Problem requirements >> Give back all of the data exactly.

Saved data entries
====================
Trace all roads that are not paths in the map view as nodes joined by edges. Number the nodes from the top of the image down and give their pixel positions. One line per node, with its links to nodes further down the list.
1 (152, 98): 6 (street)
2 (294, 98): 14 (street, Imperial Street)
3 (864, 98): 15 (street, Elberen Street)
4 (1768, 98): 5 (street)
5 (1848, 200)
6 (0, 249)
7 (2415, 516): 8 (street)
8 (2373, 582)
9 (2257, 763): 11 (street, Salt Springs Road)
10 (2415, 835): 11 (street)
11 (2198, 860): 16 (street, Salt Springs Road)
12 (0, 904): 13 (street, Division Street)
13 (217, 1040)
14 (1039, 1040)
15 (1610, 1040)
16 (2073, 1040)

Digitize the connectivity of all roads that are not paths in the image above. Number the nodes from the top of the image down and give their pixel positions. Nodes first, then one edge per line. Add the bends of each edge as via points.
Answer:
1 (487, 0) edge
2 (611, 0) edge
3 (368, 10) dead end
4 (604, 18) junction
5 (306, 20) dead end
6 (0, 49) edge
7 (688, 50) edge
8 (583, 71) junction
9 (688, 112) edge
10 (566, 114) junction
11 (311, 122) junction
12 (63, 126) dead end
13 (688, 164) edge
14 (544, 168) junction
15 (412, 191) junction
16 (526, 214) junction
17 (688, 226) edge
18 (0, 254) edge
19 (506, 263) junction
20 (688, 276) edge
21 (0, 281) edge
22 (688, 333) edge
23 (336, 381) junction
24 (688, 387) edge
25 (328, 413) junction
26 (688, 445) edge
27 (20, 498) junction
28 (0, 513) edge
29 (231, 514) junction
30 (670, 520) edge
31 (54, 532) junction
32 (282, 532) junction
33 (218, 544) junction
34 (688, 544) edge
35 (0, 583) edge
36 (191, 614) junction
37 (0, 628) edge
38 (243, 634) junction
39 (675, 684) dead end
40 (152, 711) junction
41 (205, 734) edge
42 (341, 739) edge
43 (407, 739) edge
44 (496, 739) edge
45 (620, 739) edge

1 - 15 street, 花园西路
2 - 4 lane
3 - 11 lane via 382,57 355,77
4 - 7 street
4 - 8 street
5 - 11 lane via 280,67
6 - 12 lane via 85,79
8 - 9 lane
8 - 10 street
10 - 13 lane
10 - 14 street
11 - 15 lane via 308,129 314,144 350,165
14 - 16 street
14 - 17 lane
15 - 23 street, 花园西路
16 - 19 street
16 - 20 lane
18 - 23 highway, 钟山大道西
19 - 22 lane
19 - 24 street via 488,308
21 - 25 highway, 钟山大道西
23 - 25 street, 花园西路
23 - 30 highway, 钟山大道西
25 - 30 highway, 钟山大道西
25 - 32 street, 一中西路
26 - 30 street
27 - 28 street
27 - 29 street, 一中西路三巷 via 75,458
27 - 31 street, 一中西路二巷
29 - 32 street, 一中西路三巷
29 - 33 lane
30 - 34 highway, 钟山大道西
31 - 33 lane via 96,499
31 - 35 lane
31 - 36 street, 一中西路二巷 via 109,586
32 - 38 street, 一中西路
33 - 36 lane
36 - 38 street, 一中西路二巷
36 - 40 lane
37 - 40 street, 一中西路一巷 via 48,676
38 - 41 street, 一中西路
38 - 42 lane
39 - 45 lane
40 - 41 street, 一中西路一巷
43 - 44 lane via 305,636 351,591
====================
Answer area >>
Trace all roads that are not paths in the map view as nodes joined by edges. Number the nodes from the top of the image down and give their pixel positions. One line per node, with its links to nodes further down the list.
1 (152, 98): 6 (street)
2 (294, 98): 14 (street, Imperial Street)
3 (864, 98): 15 (street, Elberen Street)
4 (1768, 98): 5 (street)
5 (1848, 200)
6 (0, 249)
7 (2415, 516): 8 (street)
8 (2373, 582)
9 (2257, 763): 11 (street, Salt Springs Road)
10 (2415, 835): 11 (street)
11 (2198, 860): 16 (street, Salt Springs Road)
12 (0, 904): 13 (street, Division Street)
13 (217, 1040)
14 (1039, 1040)
15 (1610, 1040)
16 (2073, 1040)

Digitize the connectivity of all roads that are not paths in the image above. Number the nodes from the top of the image down and give their pixel positions. Nodes first, then one edge per line. Add the bends of each edge as via points.
Answer:
1 (487, 0) edge
2 (611, 0) edge
3 (368, 10) dead end
4 (604, 18) junction
5 (306, 20) dead end
6 (0, 49) edge
7 (688, 50) edge
8 (583, 71) junction
9 (688, 112) edge
10 (566, 114) junction
11 (311, 122) junction
12 (63, 126) dead end
13 (688, 164) edge
14 (544, 168) junction
15 (412, 191) junction
16 (526, 214) junction
17 (688, 226) edge
18 (0, 254) edge
19 (506, 263) junction
20 (688, 276) edge
21 (0, 281) edge
22 (688, 333) edge
23 (336, 381) junction
24 (688, 387) edge
25 (328, 413) junction
26 (688, 445) edge
27 (20, 498) junction
28 (0, 513) edge
29 (231, 514) junction
30 (670, 520) edge
31 (54, 532) junction
32 (282, 532) junction
33 (218, 544) junction
34 (688, 544) edge
35 (0, 583) edge
36 (191, 614) junction
37 (0, 628) edge
38 (243, 634) junction
39 (675, 684) dead end
40 (152, 711) junction
41 (205, 734) edge
42 (341, 739) edge
43 (407, 739) edge
44 (496, 739) edge
45 (620, 739) edge

1 - 15 street, 花园西路
2 - 4 lane
3 - 11 lane via 382,57 355,77
4 - 7 street
4 - 8 street
5 - 11 lane via 280,67
6 - 12 lane via 85,79
8 - 9 lane
8 - 10 street
10 - 13 lane
10 - 14 street
11 - 15 lane via 308,129 314,144 350,165
14 - 16 street
14 - 17 lane
15 - 23 street, 花园西路
16 - 19 street
16 - 20 lane
18 - 23 highway, 钟山大道西
19 - 22 lane
19 - 24 street via 488,308
21 - 25 highway, 钟山大道西
23 - 25 street, 花园西路
23 - 30 highway, 钟山大道西
25 - 30 highway, 钟山大道西
25 - 32 street, 一中西路
26 - 30 street
27 - 28 street
27 - 29 street, 一中西路三巷 via 75,458
27 - 31 street, 一中西路二巷
29 - 32 street, 一中西路三巷
29 - 33 lane
30 - 34 highway, 钟山大道西
31 - 33 lane via 96,499
31 - 35 lane
31 - 36 street, 一中西路二巷 via 109,586
32 - 38 street, 一中西路
33 - 36 lane
36 - 38 street, 一中西路二巷
36 - 40 lane
37 - 40 street, 一中西路一巷 via 48,676
38 - 41 street, 一中西路
38 - 42 lane
39 - 45 lane
40 - 41 street, 一中西路一巷
43 - 44 lane via 305,636 351,591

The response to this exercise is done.